● **INSTRUCTIONS FOR THE TASK**:
The records below must be copied in full; omit the images.

===== SOURCE INFORMATION =====

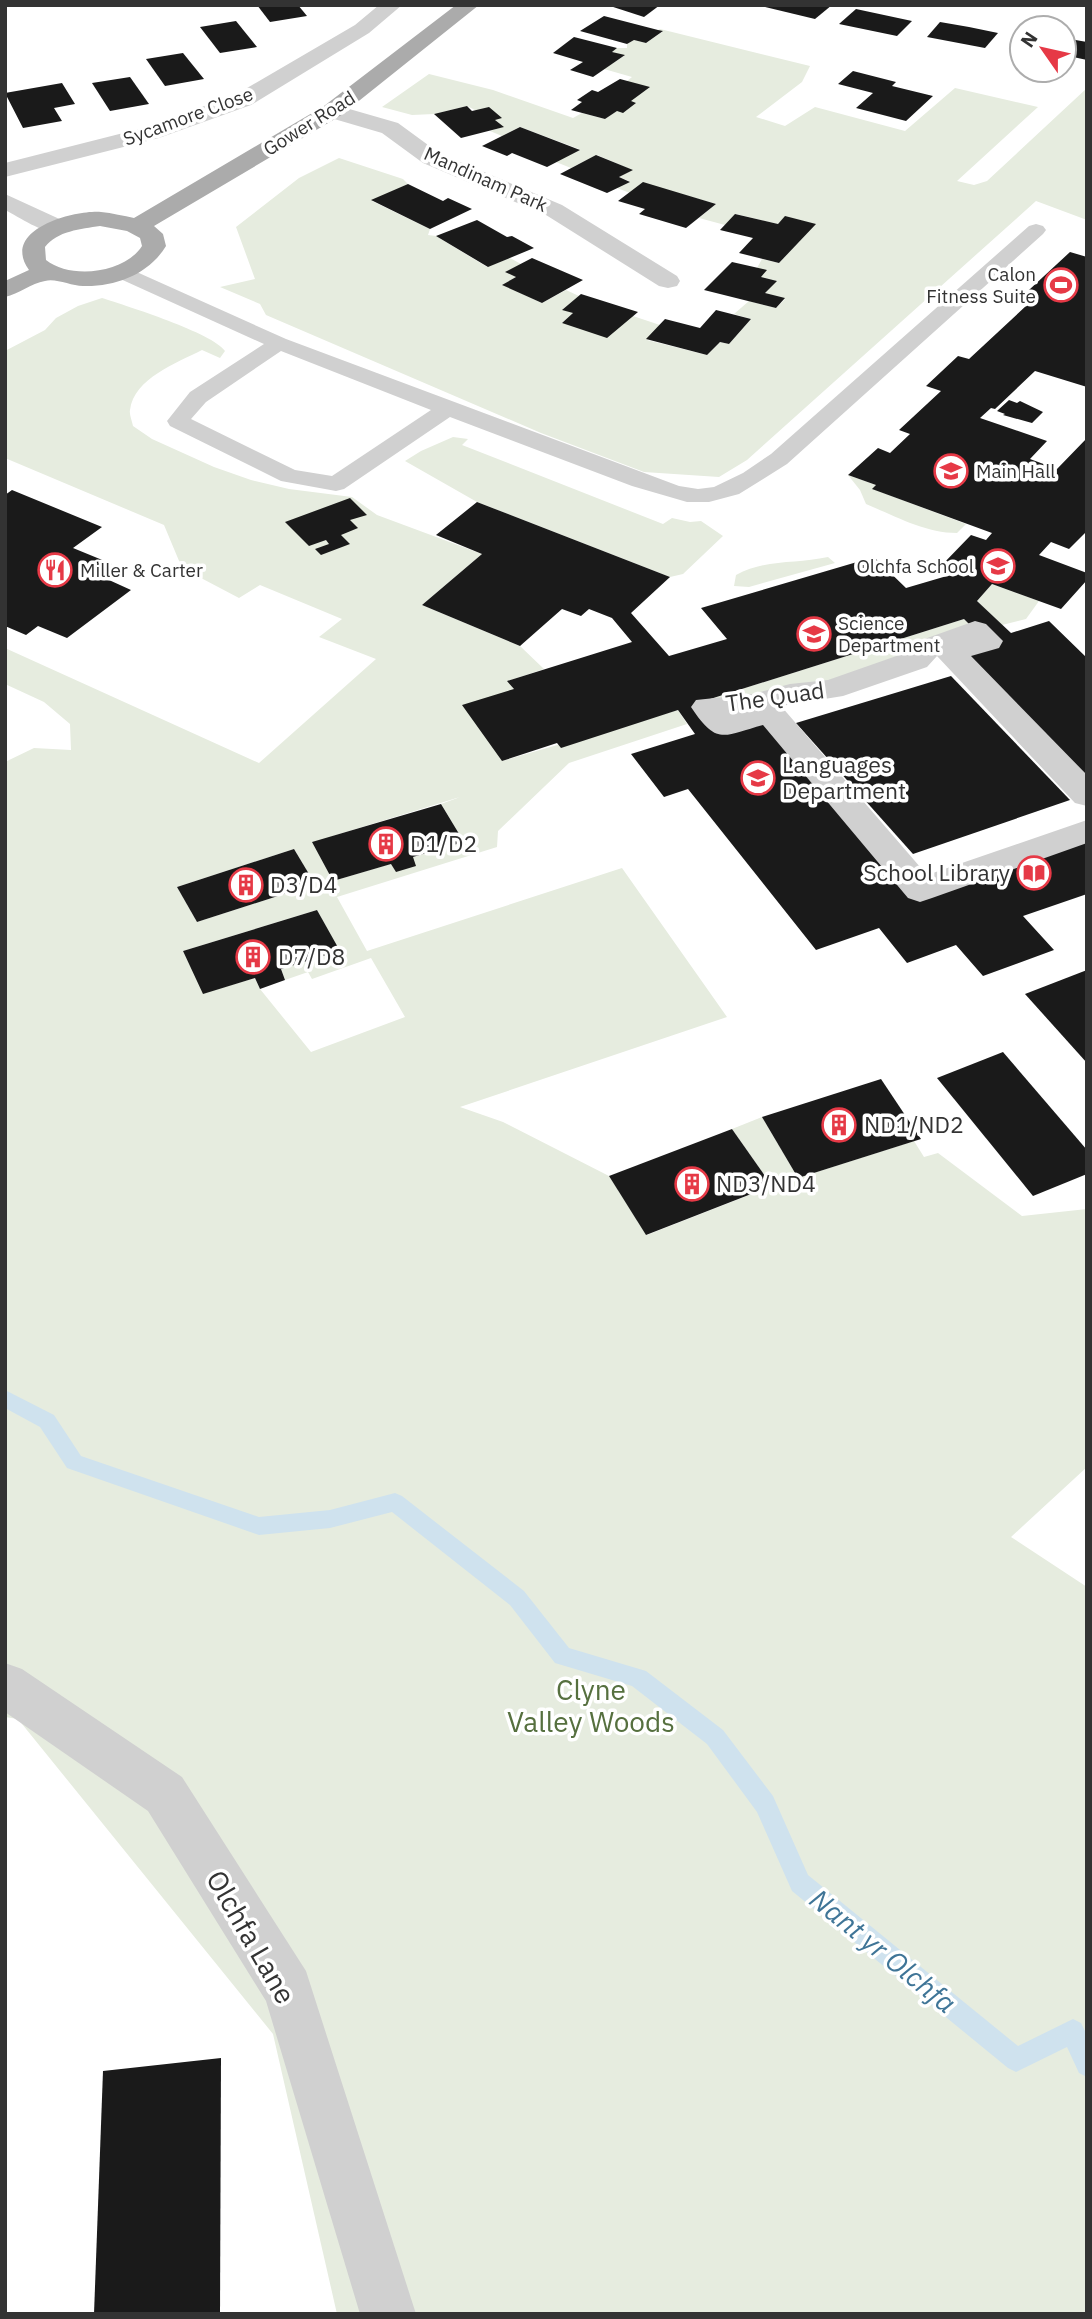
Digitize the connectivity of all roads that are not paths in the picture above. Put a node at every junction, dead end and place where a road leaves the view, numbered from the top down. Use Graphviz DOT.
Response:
graph roads {
  1 [pos="392,5"];
  2 [pos="469,5"];
  3 [pos="332,111"];
  4 [pos="5,170"];
  5 [pos="5,201"];
  6 [pos="139,225"];
  7 [pos="58,227"];
  8 [pos="1036,230"];
  9 [pos="659,251"];
  10 [pos="636,260"];
  11 [pos="46,271"];
  12 [pos="123,273"];
  13 [pos="668,281"];
  14 [pos="5,290"];
  15 [pos="279,343"];
  16 [pos="446,410"];
  17 [pos="1087,795"];
  18 [pos="1087,831"];
  19 [pos="5,1685"];
  20 [pos="388,2314"];
  1 -- 4 [label="street, Sycamore Close"];
  2 -- 3 [label="main road, Gower Road"];
  3 -- 6 [label="main road, Gower Road"];
  3 -- 10 [label="street, Mandinam Park"];
  5 -- 7 [label="street"];
  6 -- 7 [label="main road"];
  6 -- 12 [label="main road"];
  7 -- 11 [label="main road"];
  8 -- 16 [label="lane"];
  9 -- 10 [label="street"];
  10 -- 13 [label="street, Mandinam Park"];
  11 -- 12 [label="main road"];
  11 -- 14 [label="main road"];
  12 -- 15 [label="lane"];
  15 -- 16 [label="lane"];
  15 -- 16 [label="lane"];
  17 -- 18 [label="street, The Quad"];
  19 -- 20 [label="street, Olchfa Lane"];
}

=====

● **SOLUTION TO THE PROBLEM**:
Digitize the connectivity of all roads that are not paths in the picture above. Put a node at every junction, dead end and place where a road leaves the view, numbered from the top down. Use Graphviz DOT.
Response:
graph roads {
  1 [pos="392,5"];
  2 [pos="469,5"];
  3 [pos="332,111"];
  4 [pos="5,170"];
  5 [pos="5,201"];
  6 [pos="139,225"];
  7 [pos="58,227"];
  8 [pos="1036,230"];
  9 [pos="659,251"];
  10 [pos="636,260"];
  11 [pos="46,271"];
  12 [pos="123,273"];
  13 [pos="668,281"];
  14 [pos="5,290"];
  15 [pos="279,343"];
  16 [pos="446,410"];
  17 [pos="1087,795"];
  18 [pos="1087,831"];
  19 [pos="5,1685"];
  20 [pos="388,2314"];
  1 -- 4 [label="street, Sycamore Close"];
  2 -- 3 [label="main road, Gower Road"];
  3 -- 6 [label="main road, Gower Road"];
  3 -- 10 [label="street, Mandinam Park"];
  5 -- 7 [label="street"];
  6 -- 7 [label="main road"];
  6 -- 12 [label="main road"];
  7 -- 11 [label="main road"];
  8 -- 16 [label="lane"];
  9 -- 10 [label="street"];
  10 -- 13 [label="street, Mandinam Park"];
  11 -- 12 [label="main road"];
  11 -- 14 [label="main road"];
  12 -- 15 [label="lane"];
  15 -- 16 [label="lane"];
  15 -- 16 [label="lane"];
  17 -- 18 [label="street, The Quad"];
  19 -- 20 [label="street, Olchfa Lane"];
}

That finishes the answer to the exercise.